BTW, the last (Go-style) non-copying collector was deprecated in the JDK in 2017 and completely removed in 2020: https://openjdk.org/jeps/363. The reason why the low-latency GCs (what you call "almost pauseless") aren't the default in the JDK is that minimising latency is not (yet?) the top requirement for server apps. Some value throughput more.
At the end of the day, we care about the latency for some particular thread(s), and truly minimising that at this level requires a realtime kernel (that comes with significant performance disadvantages).
In my defense, I called it "~pauseless" (as in, roughly pauseless).
https://www.ptc.com/en/products/developer-tools/perc
https://www.aicas.com/products-services/jamaicavm/
https://eclipse.dev/openj9/docs/aot/
https://www.ibm.com/docs/en/sdk-java-technology/8?topic=refe...
Now gone, https://en.wikipedia.org/wiki/Excelsior_JET
What you are getting now is commercial work being offered as free beer, also why Excelsior JET is no longer relevant as company.
> On the contrary, lots of this work was already present in commercial products
I should have been clearer that I meant other OSS JVMs have catching up to do.
> long before Android
True.
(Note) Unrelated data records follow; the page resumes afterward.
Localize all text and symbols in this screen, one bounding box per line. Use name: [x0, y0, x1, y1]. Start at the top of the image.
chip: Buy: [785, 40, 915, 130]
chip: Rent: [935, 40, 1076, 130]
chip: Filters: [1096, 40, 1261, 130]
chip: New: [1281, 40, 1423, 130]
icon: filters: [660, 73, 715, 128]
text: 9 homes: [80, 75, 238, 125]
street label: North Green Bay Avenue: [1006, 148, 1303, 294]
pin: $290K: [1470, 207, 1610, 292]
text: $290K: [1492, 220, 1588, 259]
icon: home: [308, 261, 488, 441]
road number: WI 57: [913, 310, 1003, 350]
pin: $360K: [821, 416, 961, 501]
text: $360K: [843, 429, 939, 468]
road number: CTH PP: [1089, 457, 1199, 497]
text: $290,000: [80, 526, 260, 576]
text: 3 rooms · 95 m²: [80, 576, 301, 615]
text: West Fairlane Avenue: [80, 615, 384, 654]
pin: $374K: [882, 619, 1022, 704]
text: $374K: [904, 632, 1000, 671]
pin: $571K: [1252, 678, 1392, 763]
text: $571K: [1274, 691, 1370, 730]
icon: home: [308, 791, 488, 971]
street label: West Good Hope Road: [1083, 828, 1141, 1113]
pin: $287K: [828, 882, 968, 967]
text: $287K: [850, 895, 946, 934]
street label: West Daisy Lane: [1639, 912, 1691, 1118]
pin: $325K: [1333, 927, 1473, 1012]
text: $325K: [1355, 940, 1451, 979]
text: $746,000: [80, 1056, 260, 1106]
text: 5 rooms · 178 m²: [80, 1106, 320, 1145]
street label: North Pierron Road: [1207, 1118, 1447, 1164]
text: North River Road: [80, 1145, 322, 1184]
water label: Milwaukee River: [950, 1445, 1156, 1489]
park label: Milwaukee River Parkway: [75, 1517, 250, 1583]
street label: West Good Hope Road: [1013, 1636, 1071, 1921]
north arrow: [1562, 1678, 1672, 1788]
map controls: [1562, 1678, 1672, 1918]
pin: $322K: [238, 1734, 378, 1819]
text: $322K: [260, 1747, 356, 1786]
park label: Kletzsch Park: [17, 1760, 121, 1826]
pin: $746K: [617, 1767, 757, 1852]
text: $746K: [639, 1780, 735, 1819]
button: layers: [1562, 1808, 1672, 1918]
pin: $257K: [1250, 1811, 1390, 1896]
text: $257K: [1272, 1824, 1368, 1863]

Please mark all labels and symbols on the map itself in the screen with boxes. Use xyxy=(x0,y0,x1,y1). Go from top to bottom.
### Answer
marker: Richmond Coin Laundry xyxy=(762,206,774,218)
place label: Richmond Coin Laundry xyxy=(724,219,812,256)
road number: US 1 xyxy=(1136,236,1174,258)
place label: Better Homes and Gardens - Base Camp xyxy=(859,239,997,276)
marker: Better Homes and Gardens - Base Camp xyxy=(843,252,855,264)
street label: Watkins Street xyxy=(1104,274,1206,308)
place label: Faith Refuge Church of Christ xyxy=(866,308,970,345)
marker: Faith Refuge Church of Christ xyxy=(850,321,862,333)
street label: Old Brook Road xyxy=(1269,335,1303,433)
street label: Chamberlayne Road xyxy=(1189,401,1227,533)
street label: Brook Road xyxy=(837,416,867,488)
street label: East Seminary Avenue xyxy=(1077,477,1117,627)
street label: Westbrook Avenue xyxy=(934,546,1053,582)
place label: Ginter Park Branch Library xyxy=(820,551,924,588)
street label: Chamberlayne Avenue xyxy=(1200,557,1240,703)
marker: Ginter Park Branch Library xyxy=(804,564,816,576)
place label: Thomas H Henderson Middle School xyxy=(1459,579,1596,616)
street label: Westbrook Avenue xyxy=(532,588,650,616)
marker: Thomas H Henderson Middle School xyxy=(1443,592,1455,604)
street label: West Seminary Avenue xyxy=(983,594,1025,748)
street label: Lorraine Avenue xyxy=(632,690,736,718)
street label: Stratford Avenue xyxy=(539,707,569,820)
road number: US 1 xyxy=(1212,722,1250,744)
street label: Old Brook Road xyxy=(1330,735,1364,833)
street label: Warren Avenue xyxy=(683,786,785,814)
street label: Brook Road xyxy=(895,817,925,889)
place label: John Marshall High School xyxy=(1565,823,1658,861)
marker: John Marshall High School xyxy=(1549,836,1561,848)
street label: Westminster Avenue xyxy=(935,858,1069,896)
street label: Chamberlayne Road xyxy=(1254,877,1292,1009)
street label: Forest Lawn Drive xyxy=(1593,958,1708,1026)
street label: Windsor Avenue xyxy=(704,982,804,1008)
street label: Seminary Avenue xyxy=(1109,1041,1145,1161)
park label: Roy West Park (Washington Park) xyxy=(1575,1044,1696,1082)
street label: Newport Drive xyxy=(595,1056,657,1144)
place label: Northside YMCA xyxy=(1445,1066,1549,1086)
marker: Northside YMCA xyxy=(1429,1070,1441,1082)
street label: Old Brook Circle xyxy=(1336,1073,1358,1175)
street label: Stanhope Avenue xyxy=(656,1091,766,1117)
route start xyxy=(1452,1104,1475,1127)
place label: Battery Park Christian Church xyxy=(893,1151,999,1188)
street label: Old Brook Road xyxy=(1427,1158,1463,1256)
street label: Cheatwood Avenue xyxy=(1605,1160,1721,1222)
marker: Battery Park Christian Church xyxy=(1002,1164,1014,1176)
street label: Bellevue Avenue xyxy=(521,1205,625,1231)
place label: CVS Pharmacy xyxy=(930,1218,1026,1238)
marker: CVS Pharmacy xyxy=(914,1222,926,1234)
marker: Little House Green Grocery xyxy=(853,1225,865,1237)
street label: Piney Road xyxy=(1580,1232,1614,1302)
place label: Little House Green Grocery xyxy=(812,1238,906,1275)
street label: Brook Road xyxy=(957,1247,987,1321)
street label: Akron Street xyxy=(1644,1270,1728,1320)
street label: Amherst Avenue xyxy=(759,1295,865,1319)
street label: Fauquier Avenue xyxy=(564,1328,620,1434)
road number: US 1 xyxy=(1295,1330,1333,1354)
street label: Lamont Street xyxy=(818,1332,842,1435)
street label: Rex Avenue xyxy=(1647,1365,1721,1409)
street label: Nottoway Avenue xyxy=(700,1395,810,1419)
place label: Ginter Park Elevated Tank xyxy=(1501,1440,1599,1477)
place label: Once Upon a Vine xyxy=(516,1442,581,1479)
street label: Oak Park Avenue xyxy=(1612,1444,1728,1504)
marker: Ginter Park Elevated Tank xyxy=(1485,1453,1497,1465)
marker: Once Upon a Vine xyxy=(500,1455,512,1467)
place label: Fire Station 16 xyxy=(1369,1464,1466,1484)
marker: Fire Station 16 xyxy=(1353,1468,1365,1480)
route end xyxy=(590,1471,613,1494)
The evolution of Dalvik/ART remind me of HP Dynamo: https://archive.arstechnica.com/reviews/1q00/dynamo/dynamo-2...
> What you are getting now is commercial work being offered as free beer
... AOSP is free as in beer.
True, however it isn't Java proper, and apparently Google has started to rewrite subsystems in Kotlin as well, when initially they said the OS layers would still be Java (language).
Apparently the updates to Java 11 and 17 LTS subsets in ART, were motivated to keep up with Maven Central more than anything else.